Meus amigos, pensem comigo: o que significa uma dívida que ultrapassa o tamanho de tudo o que a nação produz em um ano? Significa que o Estado transformou-se em um buraco negro que suga a riqueza gerada pelo setor privado para sustentar privilégios, gabinetes inflados, ministérios desnecessários e esquemas de poder. É o confisco silencioso do suor do seu trabalho. Cada centavo que o governo gasta a mais sem responsabilidade fiscal transforma-se em inflação na gôndola do supermercado, em juros abusivos no cartão de crédito e em desemprego na ponta final da linha. Enquanto o cidadão comum aperta o cinto e corta despesas para sobreviver, a máquina burocrática central opera em absoluto descaso com o dinheiro do contribuinte.
Mas o desastre não se limita ao ambiente interno. O descaso técnico e a incompentência diplomática do governo federal conseguiram isolar o país no comércio exterior, gerando uma onda de "tarifaços globais" que destrói o nosso setor produtivo. Relatórios divulgados também nestas últimas 48 horas revelam que o exportador brasileiro está pagando uma conta amarga devido à falta de articulação internacional de Brasília. O país tornou-se alvo de barreiras severas e dupla tarifação em Washington, sob alegações regulatórias e pressões ideológicas.

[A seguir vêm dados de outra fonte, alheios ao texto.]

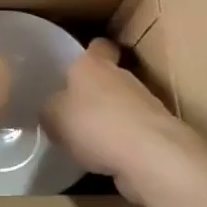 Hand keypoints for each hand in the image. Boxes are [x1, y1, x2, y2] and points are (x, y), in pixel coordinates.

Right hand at [41, 39, 206, 206]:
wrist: (149, 155)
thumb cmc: (95, 124)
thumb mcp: (54, 117)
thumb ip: (50, 109)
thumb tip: (52, 110)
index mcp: (94, 64)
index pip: (97, 46)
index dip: (89, 53)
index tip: (76, 65)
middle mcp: (122, 77)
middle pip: (108, 78)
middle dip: (94, 93)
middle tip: (73, 111)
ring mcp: (144, 104)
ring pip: (121, 106)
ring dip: (108, 119)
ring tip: (87, 141)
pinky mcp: (156, 132)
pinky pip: (131, 132)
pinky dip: (120, 143)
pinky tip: (105, 159) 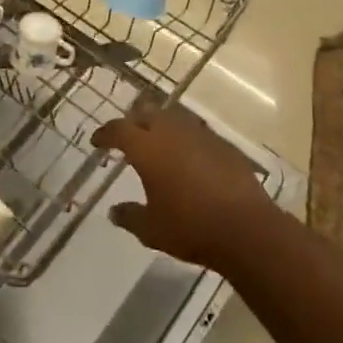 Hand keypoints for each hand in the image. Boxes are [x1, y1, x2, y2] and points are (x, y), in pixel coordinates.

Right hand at [93, 106, 269, 270]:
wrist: (245, 227)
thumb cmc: (190, 227)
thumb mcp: (151, 229)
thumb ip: (129, 216)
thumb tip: (114, 211)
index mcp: (147, 148)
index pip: (119, 130)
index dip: (105, 133)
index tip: (97, 141)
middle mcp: (172, 132)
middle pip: (147, 113)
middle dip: (133, 121)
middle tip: (127, 137)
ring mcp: (200, 134)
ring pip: (174, 118)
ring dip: (161, 125)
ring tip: (157, 142)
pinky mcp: (223, 144)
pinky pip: (196, 131)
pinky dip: (185, 138)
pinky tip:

Como resultado direto desse apagão diplomático, setores históricos e vitais para a nossa economia, como a indústria de calçados e o setor de pescados — sobretudo na região Nordeste —, viram sua competitividade global ser pulverizada da noite para o dia. E o que faz o governo diante disso? Emite notas burocráticas tardias e inócuas, tentando reverter o prejuízo com bravatas jurídicas. É o retrato de um poder central enfraquecido, que não possui munição econômica e nem moral para defender os interesses da nossa bandeira frente às grandes superpotências.
Enquanto os Estados Unidos aplicam tarifas brutais de até 37,5% e a China opera uma sobretaxa criminosa de 55% sobre a nossa carne bovina fora da cota, os nossos produtores ficam completamente desamparados, assistindo ao mercado ser fechado à força enquanto Brasília faz discursos populistas em fóruns globalistas. Eles abriram mão da soberania econômica em nome de uma agenda de submissão internacional que pune quem produz na terra e no chão de fábrica.
A verdade, meus ouvintes, é que o sistema treme quando o cidadão de bem acorda e percebe que a única via para a prosperidade real é a liberdade de mercado, a tolerância zero contra a bandidagem e a total descentralização do poder. Não podemos mais tolerar que estados e municípios pujantes continuem a enviar montanhas de impostos para Brasília para receberem em troca migalhas e ordens ideológicas que agridem a família tradicional e destroem a iniciativa privada.
O alerta está dado nas últimas 48 horas. A engenharia política do desperdício e do endividamento está cobrando o seu preço. Cabe a cada um de nós, homens e mulheres de bem, manter a vigilância total e exigir de volta a ordem, a dignidade e a responsabilidade com o destino da nossa terra.
Eu sou Walter Hollanda, e esta é a Rádio Conexão 011, a voz que o sistema não consegue calar. Tenham todos uma excelente tarde e continuem na nossa programação.